ATLANTA — Local governments should ease harsh residential zoning restrictions, remove unnecessary “aesthetic” building requirements and encourage innovation in construction technology, a legislative committee recommended this week.
The House Study Committee on Workforce Housing was formed after legislation prohibiting cities and counties from regulating building standards for one- or two-family houses failed to get through the Georgia House of Representatives during this year’s legislative session.
Imposing strict requirements on residential construction drives up housing costs, pricing out workers the state needs for the new jobs businesses are creating, said Rep. Vance Smith, R-Pine Mountain, the committee’s chairman.
“Our state has done a great job attracting businesses,” he said. “(But) the more people and businesses we bring, the more places they need to live.”

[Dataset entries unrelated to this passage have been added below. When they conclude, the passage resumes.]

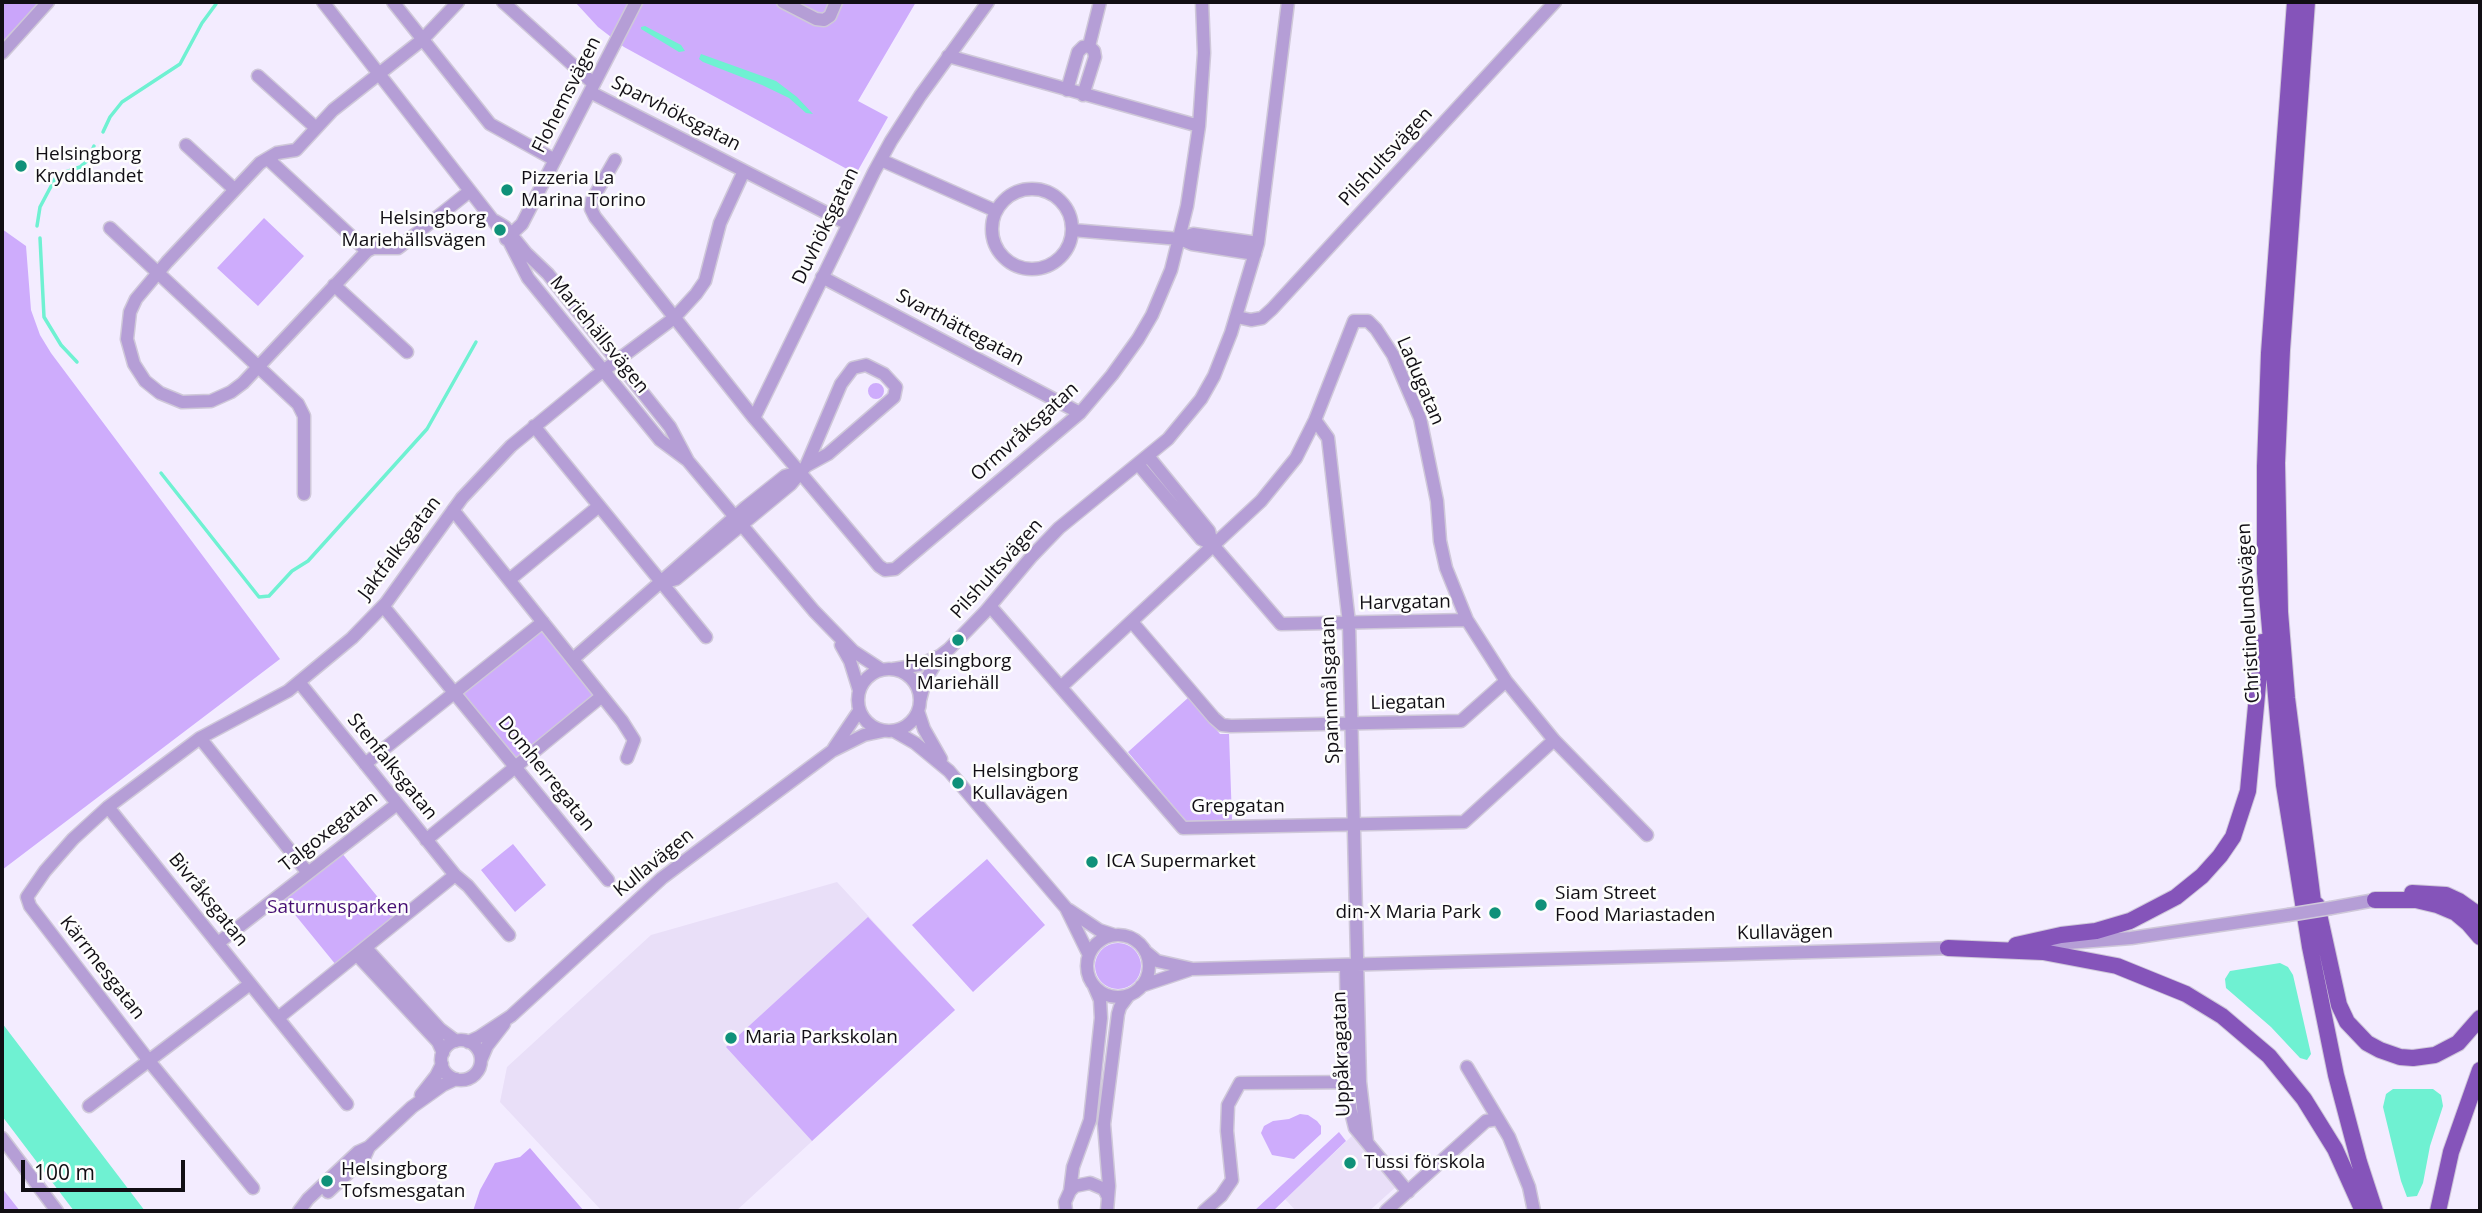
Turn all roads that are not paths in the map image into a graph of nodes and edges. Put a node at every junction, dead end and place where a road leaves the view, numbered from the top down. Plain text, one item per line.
1 (48, 2) edge
2 (323, 2) edge
3 (393, 2) edge
4 (458, 2) edge
5 (503, 2) edge
6 (636, 2) edge
7 (783, 2) edge
8 (836, 2) edge
9 (988, 2) edge
10 (1100, 2) edge
11 (1202, 2) edge
12 (1288, 2) edge
13 (1555, 2) edge
14 (2295, 2) edge
15 (2307, 2) edge
16 (422, 40) junction
17 (1089, 46) junction
18 (2, 52) edge
19 (948, 56) junction
20 (379, 75) junction
21 (258, 76) dead end
22 (592, 88) junction
23 (1067, 90) junction
24 (1083, 94) junction
25 (1199, 126) junction
26 (316, 128) junction
27 (186, 145) dead end
28 (268, 159) junction
29 (555, 160) junction
30 (615, 160) dead end
31 (881, 160) junction
32 (744, 171) junction
33 (234, 189) junction
34 (470, 191) junction
35 (996, 211) junction
36 (848, 224) junction
37 (110, 228) dead end
38 (1072, 230) junction
39 (509, 237) junction
40 (1180, 239) junction
41 (1257, 248) junction
42 (367, 251) junction
43 (157, 274) junction
44 (822, 277) junction
45 (334, 285) junction
46 (674, 317) junction
47 (1237, 317) junction
48 (407, 352) dead end
49 (616, 361) junction
50 (257, 368) junction
51 (603, 371) junction
52 (1080, 413) junction
53 (754, 418) junction
54 (1315, 420) junction
55 (534, 426) junction
56 (1143, 460) junction
57 (688, 461) junction
58 (802, 469) junction
59 (304, 494) dead end
60 (599, 506) junction
61 (453, 510) junction
62 (738, 521) junction
63 (1212, 544) junction
64 (2265, 573) junction
65 (509, 580) junction
66 (662, 583) junction
67 (383, 606) junction
68 (990, 606) junction
69 (1467, 620) junction
70 (543, 622) junction
71 (1132, 622) junction
72 (1349, 623) junction
73 (706, 637) dead end
74 (838, 638) junction
75 (940, 656) junction
76 (573, 659) junction
77 (888, 669) junction
78 (1506, 681) junction
79 (299, 682) junction
80 (1062, 686) junction
81 (859, 690) junction
82 (455, 693) junction
83 (602, 696) junction
84 (919, 706) junction
85 (859, 711) junction
86 (1352, 724) junction
87 (888, 731) junction
88 (200, 738) junction
89 (1555, 740) junction
90 (832, 751) junction
91 (627, 758) dead end
92 (365, 764) junction
93 (515, 767) junction
94 (948, 771) junction
95 (397, 804) junction
96 (108, 807) junction
97 (1353, 826) junction
98 (1647, 835) dead end
99 (426, 840) junction
100 (2309, 865) junction
101 (308, 873) junction
102 (454, 875) junction
103 (608, 880) dead end
104 (27, 897) joint
105 (2375, 900) junction
106 (1066, 908) junction
107 (2480, 916) edge
108 (509, 935) dead end
109 (1114, 935) junction
110 (2480, 937) edge
111 (218, 943) junction
112 (2007, 947) junction
113 (1948, 948) junction
114 (1145, 951) junction
115 (362, 952) junction
116 (1089, 955) junction
117 (1352, 964) junction
118 (1192, 969) junction
119 (250, 984) junction
120 (1094, 986) junction
121 (1141, 986) junction
122 (1129, 995) junction
123 (510, 1016) junction
124 (278, 1018) junction
125 (2480, 1018) edge
126 (462, 1041) junction
127 (442, 1058) junction
128 (481, 1060) junction
129 (149, 1061) junction
130 (1467, 1067) dead end
131 (2480, 1070) edge
132 (456, 1079) junction
133 (1354, 1082) junction
134 (347, 1104) dead end
135 (89, 1106) dead end
136 (412, 1107) junction
137 (1498, 1119) junction
138 (2, 1138) edge
139 (253, 1188) dead end
140 (1070, 1191) junction
141 (1408, 1192) junction
142 (1108, 1197) junction
143 (57, 1211) edge
144 (301, 1211) edge
145 (1066, 1211) edge
146 (1107, 1211) edge
147 (1204, 1211) edge
148 (1386, 1211) edge
149 (1534, 1211) edge
150 (2363, 1211) edge
151 (2375, 1211) edge
152 (2386, 1211) edge
153 (2438, 1211) edge

1 - 18 street
2 - 20 street, Mariehällsvägen
3 - 16 street
4 - 16 street
5 - 22 street, Sparvhöksgatan
6 - 22 street, Flohemsvägen
7 - 8 street
9 - 19 street, Duvhöksgatan
10 - 17 street
11 - 25 street, Ormvråksgatan
12 - 41 street, Pilshultsvägen
13 - 47 street, Pilshultsvägen
14 - 64 main road, Christinelundsvägen
15 - 100 main road, Christinelundsvägen
16 - 20 street
16 - 29 street
17 - 23 street
17 - 24 street
19 - 23 street
19 - 31 street, Duvhöksgatan
20 - 26 street
20 - 34 street, Mariehällsvägen
21 - 26 street
22 - 29 street, Flohemsvägen
22 - 32 street, Sparvhöksgatan
23 - 24 street
24 - 25 street
25 - 40 street, Ormvråksgatan
26 - 28 street
27 - 33 street
28 - 33 street
28 - 42 street
29 - 39 street, Flohemsvägen
30 - 46 street
31 - 35 street
31 - 36 street, Duvhöksgatan
32 - 36 street, Sparvhöksgatan
32 - 46 street, Sparvhöksgatan
33 - 43 street
34 - 39 street, Mariehällsvägen
34 - 42 street
35 - 38 street
35 - 38 street
36 - 44 street, Duvhöksgatan
37 - 43 street
38 - 40 street
39 - 49 street, Mariehällsvägen
39 - 51 street, Mariehällsvägen
40 - 41 street
40 - 52 street, Ormvråksgatan
41 - 47 street, Pilshultsvägen
42 - 45 street
43 - 50 street
43 - 50 street
44 - 52 street, Svarthättegatan
44 - 53 street, Duvhöksgatan
45 - 48 street
45 - 50 street
46 - 49 street, Sparvhöksgatan
46 - 53 street
47 - 56 street, Pilshultsvägen
49 - 51 street, Jaktfalksgatan
49 - 57 street, Mariehällsvägen
50 - 59 street
51 - 55 street, Jaktfalksgatan
51 - 57 street, Mariehällsvägen
52 - 58 street, Ormvråksgatan
53 - 58 street
54 - 63 street, Ladugatan
54 - 69 street, Ladugatan
54 - 72 street, Spannmålsgatan
55 - 60 street
55 - 61 street, Jaktfalksgatan
56 - 63 street, Harvgatan
56 - 68 street, Pilshultsvägen
57 - 62 street, Mariehällsvägen
58 - 58 street
58 - 62 street
60 - 65 street
60 - 66 street
61 - 65 street
61 - 67 street, Jaktfalksgatan
62 - 66 street
62 - 74 street, Mariehällsvägen
63 - 71 street, Ladugatan
63 - 72 street, Harvgatan
64 - 112 main road
64 - 151 main road, Christinelundsvägen
65 - 70 street
66 - 73 street
66 - 76 street
67 - 79 street, Jaktfalksgatan
67 - 82 street, Domherregatan
68 - 75 street, Pilshultsvägen
68 - 80 street, Grepgatan
69 - 72 street, Harvgatan
69 - 78 street, Ladugatan
70 - 76 street
70 - 82 street
71 - 80 street, Ladugatan
71 - 86 street, Liegatan
72 - 86 street, Spannmålsgatan
74 - 77 street, Mariehällsvägen
74 - 81 street, Mariehällsvägen
75 - 77 street, Pilshultsvägen
75 - 84 street, Pilshultsvägen
76 - 83 street
77 - 81 street
77 - 84 street
78 - 86 street, Liegatan
78 - 89 street, Ladugatan
79 - 88 street, Jaktfalksgatan
79 - 92 street, Stenfalksgatan
80 - 97 street, Grepgatan
81 - 85 street
82 - 92 street
82 - 93 street, Domherregatan
83 - 91 street
83 - 93 street
84 - 87 street
84 - 94 street, Kullavägen
85 - 87 street
85 - 90 street, Kullavägen
86 - 97 street, Spannmålsgatan
87 - 90 street, Kullavägen
87 - 94 street, Kullavägen
88 - 96 street, Jaktfalksgatan
88 - 101 street
89 - 97 street, Grepgatan
89 - 98 street, Ladugatan
90 - 123 street, Kullavägen
92 - 95 street, Stenfalksgatan
93 - 99 street
93 - 103 street, Domherregatan
94 - 106 street, Kullavägen
95 - 99 street, Stenfalksgatan
95 - 101 street, Talgoxegatan
96 - 104 street, Jaktfalksgatan
96 - 111 street, Bivråksgatan
97 - 117 street, Spannmålsgatan
99 - 102 street, Stenfalksgatan
100 - 125 main road
100 - 152 main road, Christinelundsvägen
101 - 111 street, Talgoxegatan
102 - 108 street, Stenfalksgatan
102 - 115 street
104 - 129 street, Kärrmesgatan
105 - 107 main road
105 - 110 main road
105 - 112 street, Kullavägen, bridge
106 - 109 street, Kullavägen
106 - 116 street, Kullavägen
109 - 114 street, Kullavägen
109 - 116 street
111 - 119 street, Bivråksgatan
112 - 113 street, Kullavägen
113 - 117 street, Kullavägen
113 - 150 main road
114 - 118 street, Kullavägen
114 - 121 street
115 - 124 street
115 - 126 street
115 - 127 street
116 - 120 street, Kullavägen
117 - 118 street, Kullavägen
117 - 133 street, Uppåkragatan
118 - 121 street, Kullavägen
119 - 124 street, Bivråksgatan
119 - 129 street
120 - 122 street
120 - 140 street, Kullavägen
121 - 122 street, Kullavägen
122 - 142 street
123 - 126 street, Kullavägen
123 - 128 street, Kullavägen
124 - 134 street, Bivråksgatan
126 - 127 street, Kullavägen
126 - 128 street
127 - 132 street
127 - 136 street, Kullavägen
128 - 132 street, Kullavägen
129 - 135 street
129 - 139 street, Kärrmesgatan
130 - 137 street
131 - 153 main road
132 - 136 street, Kullavägen
133 - 141 street, Uppåkragatan
133 - 147 street
136 - 144 street, Kullavägen
137 - 141 street
137 - 149 street
138 - 143 street
140 - 142 street
140 - 145 street, Kullavägen
141 - 148 street
142 - 146 street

“We’re missing the middle of the market, your teachers, first responders and police officers,” added Rep. John Corbett, R-Lake Park, another committee member.
A bill Smith sponsored cleared the House Agriculture & Consumer Affairs Committee last March but failed to reach the floor for a vote. It ran into stiff opposition from advocates for local governments who saw the measure as an attempt by the state to usurp powers that should belong to cities and counties.
“It strikes at the heart of home rule,” said Todd Edwards, deputy legislative director for the Association County Commissioners of Georgia. “Under the (state) Constitution, zoning and land use decisions are left for local government. That’s what (local officials) are elected for and held accountable for.”
The study committee added a fourth recommendation during Thursday’s meeting. At the urging of Rep. James Beverly, D-Macon, chairman of the House Democratic Caucus, the panel suggested extending a low-income tax credit now provided only for construction of multifamily housing to single-family homes.
“There’s a big market out there where people don’t necessarily want to be in a multifamily environment,” Beverly said. “(Tax credits) would drive down costs for the developers.”
Only about one-third of Georgia’s 159 counties have residential construction design standards on their books. Opposition to strict standards aimed at limiting neighborhoods to expensive, high-end homes has surfaced primarily in Forsyth and Oconee counties, Edwards said.
“To make statewide policy on the basis of two counties is not good public policy,” he said.
Short of passing legislation regulating building standards, the state could do more to raise public awareness of current efforts to promote affordable housing in Georgia, Smith said.
The committee’s report noted eight programs exist across the state aimed at helping Georgians become homeowners.
“We have to point the finger at ourselves,” Smith said. “Have we done our job as a state to advertise what’s there that people can apply for? We need more advertising.”